How the Internal Revenue Service (IRS) Works
Headquartered in Washington, D.C., the IRS services the taxation of all American individuals and companies. For the 2018 filing season (January 1 through mid-April), it processed more than 140.9 million income tax returns, including both individual and corporate by May 4. During that period the IRS collected more than $3.3 trillion in revenue and issued $282 billion in tax refunds.
Individuals and corporations have the option to file income returns electronically, thanks to computer technology, software programs, and secure internet connections. The overwhelming majority do so. During the 2018 tax-filing season, over 89% of all returns made use of the e-file option.
The number of income taxes that use e-file has grown steadily since the IRS began the program. By comparison, 40 million out of nearly 131 million returns, or nearly 31%, used the e-file option in 2001.
Although the Internal Revenue Service (IRS) recommends filing tax returns electronically, it does not endorse any particular platform or filing software.
How Powerful Is The IRS?
The IRS and Audits
As part of its enforcement mission, the IRS audits a select portion of income tax returns every year. For the 2017 tax year, the agency audited approximately 1.2 million income tax returns or 0.6% of all returns filed. This number breaks down to 0.7% of individual income tax returns and 1.1% of corporate tax returns (excluding S corporations). Around 71% of IRS audits occurred through the mail, while 29% happened in the field.
After rising to a peak in 2010, the number of audits has steadily dropped each year. The amount of funding set aside for tax enforcement has declined 20% from 2010 to 2016, which indicates even fewer audits should occur.
Reasons for an IRS audit vary, but some factors may increase the odds of an examination. Chief among them: higher income. In 2017, the overall audit rate was one in 167 tax returns, but for someone who made more than $1 million income, the odds were 1 in 23 returns.
And running your own business carries greater risks too.
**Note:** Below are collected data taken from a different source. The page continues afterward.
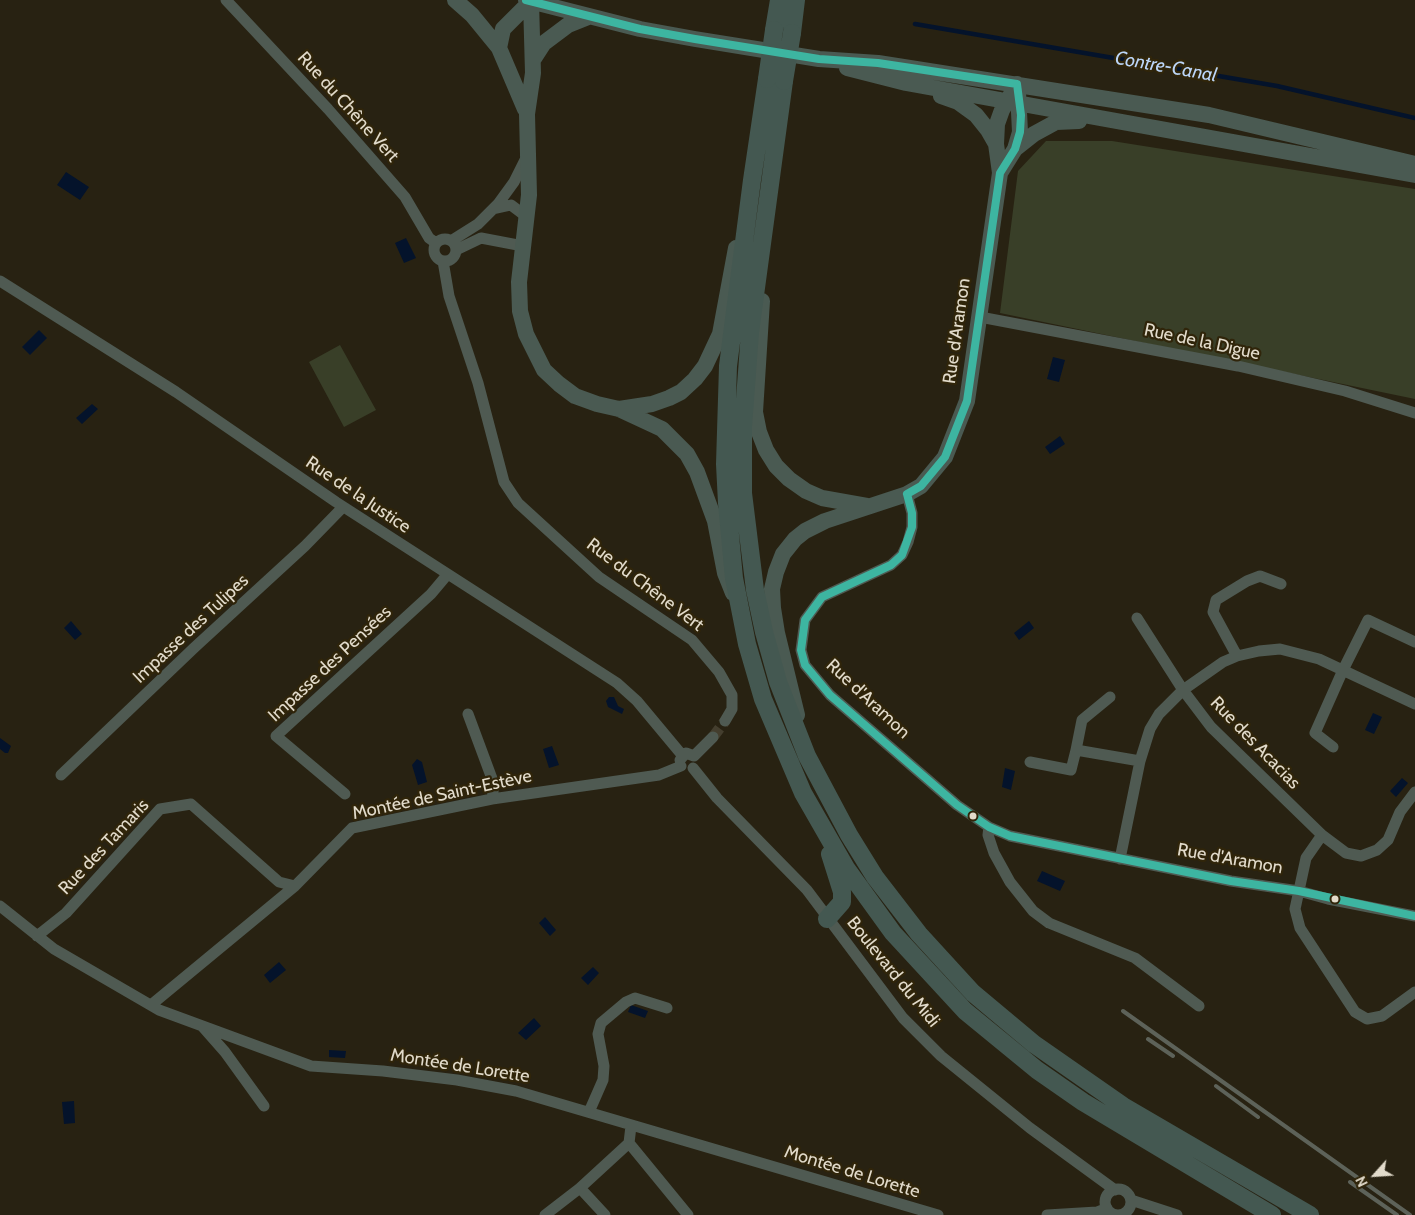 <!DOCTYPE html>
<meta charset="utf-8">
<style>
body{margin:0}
#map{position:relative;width:1415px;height:1215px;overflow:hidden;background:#282212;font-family:Cabin,sans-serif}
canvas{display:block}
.north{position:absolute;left:1350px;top:1150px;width:50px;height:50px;-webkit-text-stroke:4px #30250a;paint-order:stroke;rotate:244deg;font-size:14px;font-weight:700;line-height:20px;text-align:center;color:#e2dbcb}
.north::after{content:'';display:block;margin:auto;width:18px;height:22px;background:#e2dbcb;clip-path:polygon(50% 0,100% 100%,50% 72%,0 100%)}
</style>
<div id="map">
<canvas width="1415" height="1215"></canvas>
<div class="north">N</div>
</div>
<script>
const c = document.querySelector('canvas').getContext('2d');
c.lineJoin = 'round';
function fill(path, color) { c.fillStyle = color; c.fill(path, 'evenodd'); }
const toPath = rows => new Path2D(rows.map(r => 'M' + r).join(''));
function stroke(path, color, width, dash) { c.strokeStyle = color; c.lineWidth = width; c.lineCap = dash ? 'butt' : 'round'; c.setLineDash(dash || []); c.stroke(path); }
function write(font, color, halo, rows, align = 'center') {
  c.font = font + ' Cabin,sans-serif'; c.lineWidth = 4.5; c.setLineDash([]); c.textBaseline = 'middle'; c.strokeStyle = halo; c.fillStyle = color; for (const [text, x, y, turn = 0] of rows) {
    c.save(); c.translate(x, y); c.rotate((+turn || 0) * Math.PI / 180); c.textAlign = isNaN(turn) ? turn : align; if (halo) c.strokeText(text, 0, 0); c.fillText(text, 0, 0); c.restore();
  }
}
const green = toPath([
 [1046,141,1112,141,1415,189,1415,399,1000,313,1018,171],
 [340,345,376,410,344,427,309,362]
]);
const water = toPath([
 [66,172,89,187,80,200,57,185],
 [406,238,416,258,404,263,395,243],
 [39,330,47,338,30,355,22,347],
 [1053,357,1065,360,1059,382,1047,379],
 [92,404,98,409,82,424,76,418],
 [1060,436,1065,444,1050,454,1045,447],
 [71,621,82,634,75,640,64,628],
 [1029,621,1034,628,1019,640,1014,633],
 [609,697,614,697,618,706,624,709,622,714,608,707,606,701],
 [1373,713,1382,717,1374,734,1365,730],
 [0,738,11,746,8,753,5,753,0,749],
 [552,746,559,765,549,768,543,749],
 [417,759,422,762,427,782,418,785,412,765],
 [1005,768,1015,771,1011,790,1002,787],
 [1402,778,1408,783,1396,797,1390,791],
 [1042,871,1065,881,1060,891,1037,881],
 [545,917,556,930,550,936,539,923],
 [279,962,286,970,270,983,264,975],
 [593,967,599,973,588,985,581,978],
 [631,1005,648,1011,645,1018,628,1012],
 [534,1018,541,1026,526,1040,518,1033],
 [329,1050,346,1051,345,1058,329,1057],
 [74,1101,75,1123,64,1124,62,1102]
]);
const stream = toPath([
 [915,24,1277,86,1415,118]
]);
const minorTunnel = toPath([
 [713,737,725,721]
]);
const minor = toPath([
 [226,0,328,109,405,197,429,238,436,243],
 [493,209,511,205,527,217],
 '434 250a11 11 0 1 1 22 0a11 11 0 1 1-22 0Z',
 [451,241,478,224,498,204,514,182,527,156],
 [456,250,481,238,523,246],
 [443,261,449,296,478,383,504,482,518,503,599,577,692,640,719,672,732,695,732,709,725,721],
 [0,281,176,392,336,502,617,683,637,701,682,755],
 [980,317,1238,366,1345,391,1415,413],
 [907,494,912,513,912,527,908,542,902,555,891,565,822,597,805,620,801,650,805,665,830,695,957,805,989,827,1010,836,1231,881,1299,891,1328,899,1415,916],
 [1137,618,1183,690,1211,727,1322,835,1346,853,1361,856,1377,850,1388,840,1400,812,1415,792],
 [1237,656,1213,612,1216,600,1247,581,1260,576,1281,584],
 [1110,697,1082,720,1076,750,1140,761],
 [468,714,494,784,492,799],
 [1333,747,1315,733,1343,670,1368,620,1415,642],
 [694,756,713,737],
 [680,760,686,753,694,756],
 [1030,762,1071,770,1076,750],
 [693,768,717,798,807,890,903,1018,941,1056,1030,1128,1115,1190],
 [61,775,195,647,305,546,343,507],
 [345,794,276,736,431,594,447,575],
 [989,827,988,835,994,853,1010,882,1033,911,1049,923,1135,958,1199,1006],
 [1322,835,1306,858,1295,909,1300,928,1355,1012,1367,1019,1382,1016,1415,992],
 [1120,859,1140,761,1150,729,1159,714,1183,690,1223,662,1237,656,1259,651,1280,649,1319,659,1415,704],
 [0,906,54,949,159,1010,311,1066,383,1071,457,1080,516,1091,938,1215],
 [37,936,66,913,160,809,191,804,279,882,295,886],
 [151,1005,295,886,352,828,492,799,659,775,681,766],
 [203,1027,225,1052,264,1106],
 [589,1112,603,1080,604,1066,598,1034,601,1023,626,1002,635,998,667,1008],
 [629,1143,688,1215],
 [580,1188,605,1215],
 '1105 1202a13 13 0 1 1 26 0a13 13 0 1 1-26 0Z',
 [1131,1200,1177,1215],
 [545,1215,580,1188,629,1143,631,1126],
 [1047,1215,1097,1212,1107,1208]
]);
const secondary = toPath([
 [455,0,472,15,499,48,525,109],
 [526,0,640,29,695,39,819,59,878,63,1209,115,1415,164],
 [531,1,533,73,527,114,529,195,519,282,520,311,526,334,544,370,559,384,575,396,597,404,619,409,662,429,687,454,697,472,715,521,725,573,733,593],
 [499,48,503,29,531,1],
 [533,60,544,43,568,25,588,17],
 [847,68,906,83,1415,175],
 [941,96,958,102,976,115,988,130,996,144],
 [1015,149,1020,132,1018,92],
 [1000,173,1015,149,1034,134,1056,122,1079,121],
 [762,301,755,412,759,432,766,450,776,466,789,479,806,491,822,498,867,506],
 [619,409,652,404,669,398,681,392,695,379,705,366,720,334,736,248],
 [797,715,777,633,773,608,772,589,776,572,783,554,795,539,805,531,825,521,907,494,921,486,945,457,967,401,1000,173,996,144,997,124,1002,110,1017,84]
]);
const primary = toPath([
 [774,30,779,0],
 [792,33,796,0],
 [767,79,752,180,728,366,725,464,727,503,734,578,747,644,763,699,803,793,846,868,893,933,965,1011,1037,1070,1083,1102,1272,1215],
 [784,81,750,332,743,426,743,493,755,590,764,632,778,682,807,756,849,835,875,877,919,934,973,993,1034,1044,1123,1106,1310,1215],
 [827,919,842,902,842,892,830,854]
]);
const rail = toPath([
 [1123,1011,1410,1215],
 [1148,1039,1173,1056],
 [1216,1086,1258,1117],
 [1350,1182,1397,1215]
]);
const primaryBridge = toPath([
 [767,79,774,30],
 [784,81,792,33]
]);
const bus1 = toPath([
 [526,0,640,29,695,39,819,59,878,63,1017,84,1021,115,1020,132,1015,149,1000,173,967,401,945,457,921,486,907,494],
 [907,494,912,513,912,527,902,555,891,565,822,597,805,620,801,650,805,665,830,695,957,805,989,827,1010,836,1231,881,1299,891,1415,916]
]);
const markers = [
 [973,816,4.5,"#e2dbcb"],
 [1335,899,4.5,"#e2dbcb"]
];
const streetNames = [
 ["Rue du Chêne Vert",348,107,48],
 ["Rue d'Aramon",957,331,-82],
 ["Rue de la Digue",1202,342,12],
 ["Rue de la Justice",358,495,34],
 ["Rue du Chêne Vert",645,585,37],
 ["Impasse des Tulipes",191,629,-43],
 ["Impasse des Pensées",330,664,-43],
 ["Rue d'Aramon",868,699,43],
 ["Rue des Acacias",1255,743,46],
 ["Montée de Saint-Estève",442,795,-12],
 ["Rue des Tamaris",104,847,-47],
 ["Rue d'Aramon",1230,859,10],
 ["Boulevard du Midi",893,972,51],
 ["Montée de Lorette",460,1066,9],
 ["Montée de Lorette",852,1172,17]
];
const waterNames = [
 ["Contre-Canal",1166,67,10]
];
fill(green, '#393f28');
fill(water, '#04132b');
stroke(stream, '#04132b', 4.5);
stroke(minorTunnel, '#443e2e', 11, [11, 5.5]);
stroke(minor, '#4f5a52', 11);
stroke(secondary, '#4a5a52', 16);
stroke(primary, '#445851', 18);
stroke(rail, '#5d6259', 4);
stroke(primaryBridge, '#445851', 18);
stroke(bus1, '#3db5a1', 8);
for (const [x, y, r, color] of markers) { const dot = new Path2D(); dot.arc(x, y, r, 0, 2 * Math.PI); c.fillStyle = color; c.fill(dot); stroke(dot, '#30250a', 2); }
write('18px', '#e2dbcb', '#30250a', streetNames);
write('italic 19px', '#bcd6f9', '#30250a', waterNames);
</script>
Individuals making between $200,000 and $1 million in one tax year who don't file Schedule C (the form for the self-employed) have a .8% chance of being audited, vs. 1.6.%—basically double—for those who do.
Other red flags for an audit include failing to declare the right amount of income, claiming a higher-than-normal amount of deductions (especially business-related ones), making disproportionately large charitable donations compared to income and claiming rental real estate losses. No single factor determines who does or does not face an IRS audit each year.